_What you should do:_ Copy out each line of the data that holds the word "roads".

(Dataset entries)
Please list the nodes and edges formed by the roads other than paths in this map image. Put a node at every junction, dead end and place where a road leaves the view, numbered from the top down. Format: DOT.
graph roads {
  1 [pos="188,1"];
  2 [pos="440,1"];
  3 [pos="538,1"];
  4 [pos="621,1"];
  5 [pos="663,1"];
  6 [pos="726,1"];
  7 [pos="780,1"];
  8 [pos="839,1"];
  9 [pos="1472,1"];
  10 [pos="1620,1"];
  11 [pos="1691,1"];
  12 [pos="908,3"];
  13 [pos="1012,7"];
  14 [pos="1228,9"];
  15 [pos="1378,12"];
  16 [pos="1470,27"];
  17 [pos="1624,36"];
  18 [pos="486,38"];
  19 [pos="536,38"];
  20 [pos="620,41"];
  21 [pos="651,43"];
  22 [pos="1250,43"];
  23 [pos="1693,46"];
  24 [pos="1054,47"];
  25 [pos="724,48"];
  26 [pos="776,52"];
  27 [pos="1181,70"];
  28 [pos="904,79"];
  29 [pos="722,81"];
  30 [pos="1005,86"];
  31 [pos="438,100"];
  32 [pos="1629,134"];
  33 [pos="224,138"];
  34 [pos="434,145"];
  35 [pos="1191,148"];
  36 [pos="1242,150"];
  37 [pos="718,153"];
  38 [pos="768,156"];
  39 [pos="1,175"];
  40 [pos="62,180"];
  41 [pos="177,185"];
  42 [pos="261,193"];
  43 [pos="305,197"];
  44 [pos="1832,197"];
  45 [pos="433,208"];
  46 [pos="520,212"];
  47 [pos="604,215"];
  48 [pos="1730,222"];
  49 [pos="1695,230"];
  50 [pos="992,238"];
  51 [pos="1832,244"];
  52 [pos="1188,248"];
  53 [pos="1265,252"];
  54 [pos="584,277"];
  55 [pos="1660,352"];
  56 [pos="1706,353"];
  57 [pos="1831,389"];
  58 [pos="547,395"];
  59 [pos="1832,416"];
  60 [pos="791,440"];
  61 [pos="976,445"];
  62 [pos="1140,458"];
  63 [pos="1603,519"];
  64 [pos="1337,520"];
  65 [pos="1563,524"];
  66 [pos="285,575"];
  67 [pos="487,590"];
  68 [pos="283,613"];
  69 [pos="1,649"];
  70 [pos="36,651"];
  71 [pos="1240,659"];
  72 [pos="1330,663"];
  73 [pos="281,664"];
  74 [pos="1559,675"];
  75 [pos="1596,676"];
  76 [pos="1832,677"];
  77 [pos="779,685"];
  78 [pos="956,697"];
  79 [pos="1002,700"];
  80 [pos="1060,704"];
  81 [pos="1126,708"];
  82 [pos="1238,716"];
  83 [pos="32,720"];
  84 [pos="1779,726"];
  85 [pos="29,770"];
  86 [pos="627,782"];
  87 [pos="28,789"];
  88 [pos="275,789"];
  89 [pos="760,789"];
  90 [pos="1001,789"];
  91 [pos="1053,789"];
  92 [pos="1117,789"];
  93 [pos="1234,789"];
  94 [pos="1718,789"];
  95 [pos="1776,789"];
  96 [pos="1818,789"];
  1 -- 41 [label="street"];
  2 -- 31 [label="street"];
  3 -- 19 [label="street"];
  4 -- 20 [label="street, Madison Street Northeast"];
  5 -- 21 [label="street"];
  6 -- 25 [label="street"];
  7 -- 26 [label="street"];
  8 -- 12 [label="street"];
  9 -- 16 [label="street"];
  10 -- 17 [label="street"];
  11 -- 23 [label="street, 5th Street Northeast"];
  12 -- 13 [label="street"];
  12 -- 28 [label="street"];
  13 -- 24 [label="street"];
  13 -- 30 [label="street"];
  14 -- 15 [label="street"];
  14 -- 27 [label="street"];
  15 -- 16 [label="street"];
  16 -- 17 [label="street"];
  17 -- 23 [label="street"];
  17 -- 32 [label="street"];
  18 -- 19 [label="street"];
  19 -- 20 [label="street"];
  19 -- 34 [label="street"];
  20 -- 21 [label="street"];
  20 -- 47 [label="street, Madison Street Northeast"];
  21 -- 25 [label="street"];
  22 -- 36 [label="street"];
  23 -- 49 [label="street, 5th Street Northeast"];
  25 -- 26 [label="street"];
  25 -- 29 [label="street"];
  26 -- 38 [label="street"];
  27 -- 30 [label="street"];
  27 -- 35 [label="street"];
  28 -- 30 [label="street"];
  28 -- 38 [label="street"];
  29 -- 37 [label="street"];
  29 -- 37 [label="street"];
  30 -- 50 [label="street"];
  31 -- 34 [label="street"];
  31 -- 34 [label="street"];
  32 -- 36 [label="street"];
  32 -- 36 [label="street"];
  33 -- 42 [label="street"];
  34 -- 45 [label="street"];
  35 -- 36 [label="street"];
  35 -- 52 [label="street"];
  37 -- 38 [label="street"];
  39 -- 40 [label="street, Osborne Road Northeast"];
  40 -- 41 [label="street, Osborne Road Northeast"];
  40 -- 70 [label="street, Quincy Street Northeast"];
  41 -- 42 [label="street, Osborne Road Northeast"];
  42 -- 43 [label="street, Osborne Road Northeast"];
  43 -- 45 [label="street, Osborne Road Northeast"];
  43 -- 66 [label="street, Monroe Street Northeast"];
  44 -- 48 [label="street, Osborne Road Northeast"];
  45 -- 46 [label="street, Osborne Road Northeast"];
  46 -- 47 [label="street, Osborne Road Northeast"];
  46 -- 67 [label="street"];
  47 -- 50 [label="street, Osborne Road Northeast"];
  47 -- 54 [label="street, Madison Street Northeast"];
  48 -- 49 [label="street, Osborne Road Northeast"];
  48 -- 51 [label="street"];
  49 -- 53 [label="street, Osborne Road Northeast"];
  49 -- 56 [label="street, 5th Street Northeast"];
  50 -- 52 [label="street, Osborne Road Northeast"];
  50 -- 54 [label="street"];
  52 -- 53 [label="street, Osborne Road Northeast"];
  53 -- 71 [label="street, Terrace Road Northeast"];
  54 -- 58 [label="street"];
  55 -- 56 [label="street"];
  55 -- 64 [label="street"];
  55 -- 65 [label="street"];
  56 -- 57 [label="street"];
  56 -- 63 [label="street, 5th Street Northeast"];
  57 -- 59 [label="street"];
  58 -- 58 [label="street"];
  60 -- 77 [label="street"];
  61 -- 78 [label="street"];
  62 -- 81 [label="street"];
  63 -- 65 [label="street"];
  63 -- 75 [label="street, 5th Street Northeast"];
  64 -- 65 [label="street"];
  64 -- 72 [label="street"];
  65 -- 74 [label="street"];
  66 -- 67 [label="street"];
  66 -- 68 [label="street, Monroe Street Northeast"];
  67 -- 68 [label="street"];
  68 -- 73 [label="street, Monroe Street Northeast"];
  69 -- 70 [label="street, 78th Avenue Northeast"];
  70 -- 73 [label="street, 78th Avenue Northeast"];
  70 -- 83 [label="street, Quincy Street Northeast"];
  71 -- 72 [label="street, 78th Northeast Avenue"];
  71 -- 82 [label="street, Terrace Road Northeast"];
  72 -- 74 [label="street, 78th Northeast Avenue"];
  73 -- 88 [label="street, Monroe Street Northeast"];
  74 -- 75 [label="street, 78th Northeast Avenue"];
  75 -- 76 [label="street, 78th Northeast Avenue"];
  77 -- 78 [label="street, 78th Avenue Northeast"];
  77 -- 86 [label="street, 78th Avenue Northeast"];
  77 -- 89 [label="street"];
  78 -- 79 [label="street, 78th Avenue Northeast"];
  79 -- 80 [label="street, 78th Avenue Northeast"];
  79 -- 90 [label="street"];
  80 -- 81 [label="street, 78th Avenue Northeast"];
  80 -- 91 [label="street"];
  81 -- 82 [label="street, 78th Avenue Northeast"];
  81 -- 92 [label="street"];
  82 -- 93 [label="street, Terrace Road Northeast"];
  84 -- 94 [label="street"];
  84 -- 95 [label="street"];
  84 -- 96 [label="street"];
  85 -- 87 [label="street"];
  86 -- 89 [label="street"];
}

_Output of the exercise:_
Please list the nodes and edges formed by the roads other than paths in this map image. Put a node at every junction, dead end and place where a road leaves the view, numbered from the top down. Format: DOT.
graph roads {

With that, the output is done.